Matthew Richter has his dream job. For the past eight months, he has served as Seattle's Cultural Spaces Liaison. But when you ask him to tell you what a cultural space is, he laughs.
"That's the million dollar question,” Richter said. “It's like pornography (you know it when you see it)."
Actually, the City of Seattle takes a broad view of what constitutes a cultural space: Theaters, artist studios and galleries all qualify. So do nightclubs that have live music performances. Even the Woodland Park Zoo falls under the city's rubric. All told, Richter and his team have catalogued approximately 13 million square feet of cultural space in Seattle, although 7 million of that is the zoo itself. The sheer quantity surprised Richter.
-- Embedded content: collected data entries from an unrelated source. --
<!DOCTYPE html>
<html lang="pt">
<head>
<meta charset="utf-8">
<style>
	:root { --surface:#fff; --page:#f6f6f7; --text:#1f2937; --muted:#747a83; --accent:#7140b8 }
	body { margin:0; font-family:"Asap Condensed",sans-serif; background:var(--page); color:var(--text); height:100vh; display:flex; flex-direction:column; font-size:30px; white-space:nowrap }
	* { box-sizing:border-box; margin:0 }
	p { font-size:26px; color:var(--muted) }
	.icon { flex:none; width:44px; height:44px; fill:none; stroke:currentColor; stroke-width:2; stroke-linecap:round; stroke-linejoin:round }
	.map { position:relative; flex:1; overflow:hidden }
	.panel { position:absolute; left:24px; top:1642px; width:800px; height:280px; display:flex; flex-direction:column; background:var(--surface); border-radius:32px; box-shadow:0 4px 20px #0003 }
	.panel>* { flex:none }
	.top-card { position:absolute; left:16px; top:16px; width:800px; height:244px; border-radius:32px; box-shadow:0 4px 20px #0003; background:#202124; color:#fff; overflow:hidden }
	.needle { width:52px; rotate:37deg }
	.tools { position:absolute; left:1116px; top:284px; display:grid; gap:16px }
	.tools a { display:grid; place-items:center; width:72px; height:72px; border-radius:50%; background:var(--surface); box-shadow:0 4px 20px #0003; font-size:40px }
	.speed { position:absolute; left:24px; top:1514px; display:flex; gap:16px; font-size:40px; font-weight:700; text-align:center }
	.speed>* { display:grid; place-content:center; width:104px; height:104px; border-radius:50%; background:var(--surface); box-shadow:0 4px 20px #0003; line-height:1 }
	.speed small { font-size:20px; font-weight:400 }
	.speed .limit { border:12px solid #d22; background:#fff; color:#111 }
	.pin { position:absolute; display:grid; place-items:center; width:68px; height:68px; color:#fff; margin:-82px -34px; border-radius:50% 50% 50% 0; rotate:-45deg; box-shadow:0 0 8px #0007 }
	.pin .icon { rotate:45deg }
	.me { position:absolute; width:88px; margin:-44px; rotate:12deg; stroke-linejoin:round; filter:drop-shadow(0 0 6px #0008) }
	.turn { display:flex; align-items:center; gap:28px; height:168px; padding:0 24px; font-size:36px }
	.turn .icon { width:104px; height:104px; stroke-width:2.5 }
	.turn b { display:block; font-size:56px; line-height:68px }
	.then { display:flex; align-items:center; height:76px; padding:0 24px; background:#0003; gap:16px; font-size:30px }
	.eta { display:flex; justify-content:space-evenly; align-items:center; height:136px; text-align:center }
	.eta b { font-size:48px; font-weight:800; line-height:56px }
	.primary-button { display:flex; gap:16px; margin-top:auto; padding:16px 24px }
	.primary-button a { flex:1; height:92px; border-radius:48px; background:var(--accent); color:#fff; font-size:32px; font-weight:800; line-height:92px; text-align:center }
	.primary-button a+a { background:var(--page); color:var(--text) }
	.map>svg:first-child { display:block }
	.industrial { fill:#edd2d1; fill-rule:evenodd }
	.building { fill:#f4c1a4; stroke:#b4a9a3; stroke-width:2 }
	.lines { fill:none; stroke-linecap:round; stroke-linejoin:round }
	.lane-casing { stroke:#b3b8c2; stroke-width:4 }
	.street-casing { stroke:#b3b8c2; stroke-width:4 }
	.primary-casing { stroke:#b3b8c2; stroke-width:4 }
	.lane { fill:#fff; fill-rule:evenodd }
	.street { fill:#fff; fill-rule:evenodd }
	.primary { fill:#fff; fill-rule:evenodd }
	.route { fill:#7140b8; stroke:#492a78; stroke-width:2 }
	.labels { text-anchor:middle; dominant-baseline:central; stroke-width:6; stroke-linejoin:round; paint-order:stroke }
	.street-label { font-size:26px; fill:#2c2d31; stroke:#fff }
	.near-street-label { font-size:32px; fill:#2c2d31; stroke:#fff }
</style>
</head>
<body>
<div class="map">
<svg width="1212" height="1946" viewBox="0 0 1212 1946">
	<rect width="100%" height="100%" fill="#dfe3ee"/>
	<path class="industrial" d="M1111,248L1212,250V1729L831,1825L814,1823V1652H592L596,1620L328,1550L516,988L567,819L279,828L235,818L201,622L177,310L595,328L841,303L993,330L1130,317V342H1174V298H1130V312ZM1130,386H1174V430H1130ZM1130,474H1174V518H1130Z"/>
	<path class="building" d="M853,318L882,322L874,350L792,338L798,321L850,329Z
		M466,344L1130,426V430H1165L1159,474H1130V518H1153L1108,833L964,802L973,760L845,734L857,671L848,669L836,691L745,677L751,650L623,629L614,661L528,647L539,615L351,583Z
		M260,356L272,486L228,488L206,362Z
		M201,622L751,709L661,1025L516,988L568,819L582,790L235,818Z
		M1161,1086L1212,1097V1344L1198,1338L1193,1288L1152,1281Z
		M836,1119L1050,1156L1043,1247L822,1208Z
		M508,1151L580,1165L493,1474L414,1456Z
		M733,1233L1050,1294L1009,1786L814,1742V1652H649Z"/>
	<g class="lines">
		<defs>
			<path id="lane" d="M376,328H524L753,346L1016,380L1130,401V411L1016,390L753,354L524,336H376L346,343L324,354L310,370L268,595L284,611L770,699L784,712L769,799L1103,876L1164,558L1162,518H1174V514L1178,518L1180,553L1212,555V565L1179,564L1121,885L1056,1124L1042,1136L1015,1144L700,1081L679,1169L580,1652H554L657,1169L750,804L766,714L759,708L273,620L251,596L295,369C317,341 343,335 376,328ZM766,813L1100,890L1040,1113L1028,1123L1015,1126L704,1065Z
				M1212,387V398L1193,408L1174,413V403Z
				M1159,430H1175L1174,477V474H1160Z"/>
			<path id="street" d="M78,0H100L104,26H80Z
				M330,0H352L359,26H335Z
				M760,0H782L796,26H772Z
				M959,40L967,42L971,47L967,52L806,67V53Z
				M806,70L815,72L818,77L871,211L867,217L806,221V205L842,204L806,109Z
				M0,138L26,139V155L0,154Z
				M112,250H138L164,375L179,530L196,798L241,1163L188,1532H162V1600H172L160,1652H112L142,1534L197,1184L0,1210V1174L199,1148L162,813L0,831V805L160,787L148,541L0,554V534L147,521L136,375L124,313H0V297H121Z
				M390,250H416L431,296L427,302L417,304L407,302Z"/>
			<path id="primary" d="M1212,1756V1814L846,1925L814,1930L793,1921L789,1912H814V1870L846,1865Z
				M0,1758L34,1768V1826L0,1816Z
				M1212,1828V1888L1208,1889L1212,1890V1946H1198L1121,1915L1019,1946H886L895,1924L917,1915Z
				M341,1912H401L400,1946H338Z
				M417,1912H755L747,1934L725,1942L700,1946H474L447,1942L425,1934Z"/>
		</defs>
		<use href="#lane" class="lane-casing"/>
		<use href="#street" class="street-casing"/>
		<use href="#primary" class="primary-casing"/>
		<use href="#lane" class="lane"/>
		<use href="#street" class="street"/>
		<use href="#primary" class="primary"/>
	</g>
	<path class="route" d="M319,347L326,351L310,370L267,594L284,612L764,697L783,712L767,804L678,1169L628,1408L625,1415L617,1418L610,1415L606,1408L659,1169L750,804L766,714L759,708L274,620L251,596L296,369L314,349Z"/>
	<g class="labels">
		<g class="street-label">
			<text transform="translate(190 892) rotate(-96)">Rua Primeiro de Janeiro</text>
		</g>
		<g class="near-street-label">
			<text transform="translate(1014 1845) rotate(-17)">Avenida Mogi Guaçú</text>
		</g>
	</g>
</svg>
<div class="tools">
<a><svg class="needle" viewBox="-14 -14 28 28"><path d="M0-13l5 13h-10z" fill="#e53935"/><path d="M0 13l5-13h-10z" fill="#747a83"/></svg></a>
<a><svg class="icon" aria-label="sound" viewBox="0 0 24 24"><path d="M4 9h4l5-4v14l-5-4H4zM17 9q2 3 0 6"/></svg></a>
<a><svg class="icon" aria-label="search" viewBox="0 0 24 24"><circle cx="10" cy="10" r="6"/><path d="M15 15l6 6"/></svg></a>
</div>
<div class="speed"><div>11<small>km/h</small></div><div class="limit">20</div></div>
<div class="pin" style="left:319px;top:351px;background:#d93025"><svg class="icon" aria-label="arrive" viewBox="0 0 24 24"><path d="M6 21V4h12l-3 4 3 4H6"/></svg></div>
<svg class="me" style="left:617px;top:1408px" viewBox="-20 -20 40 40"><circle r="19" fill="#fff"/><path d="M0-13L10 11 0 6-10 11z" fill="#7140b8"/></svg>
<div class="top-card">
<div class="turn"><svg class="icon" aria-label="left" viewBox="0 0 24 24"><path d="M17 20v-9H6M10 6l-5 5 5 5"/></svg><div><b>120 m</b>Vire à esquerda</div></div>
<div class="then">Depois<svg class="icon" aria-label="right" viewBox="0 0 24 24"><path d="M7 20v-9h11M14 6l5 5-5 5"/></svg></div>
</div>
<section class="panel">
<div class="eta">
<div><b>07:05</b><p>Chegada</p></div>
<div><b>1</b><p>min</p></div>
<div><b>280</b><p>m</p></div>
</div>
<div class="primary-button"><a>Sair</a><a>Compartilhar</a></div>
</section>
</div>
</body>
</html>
"It's more than coffee shops in Seattle, more space than Amazon.com," he says.
And that helps him when he sits down with developers to talk about creating more such space in their new buildings.
Last autumn, Seattle's Office of Arts and Culture convened a citywide forum to talk about cultural space and affordability. Richter says the commercial development model has helped to generate studio space for working artists, but they've had a much harder time finding affordable housing or live/work space in Seattle itself. That's no different from the situation for other demographic groups that don't earn big salaries in this increasingly expensive city.
As construction gears up again following the long and lingering Great Recession, commercial developers are looking to maximize the profit from their properties. That's an impulse Richter recognizes, but he wants to give the developers a little incentive to include gallery or theater or artist live/work space in new projects. He points to the kinds of incentives given to green development as a model for what he'd like to see when it comes to cultural space.
Cultural Space Liaison may be the perfect job for Richter. He's worked in theater, as a fine woodworker, as a journalist, and he's created not one but two cultural spaces himself. The most recent, ConWorks, was a multidisciplinary arts facility in South Lake Union. Richter says where some people see empty buildings, he sees opportunity.
"Is this real estate, or is this art?" he asks. "That's a question I find totally fascinating."
Richter's biggest task as he finishes up his first year on the job is to roll out a set of tool kits, for artists and for developers interested in working on cultural space. Now that construction is revving up in Seattle, Richter says many arts organizations in the city are looking to renovate, expand or build new space. His job is to help them realize their dreams.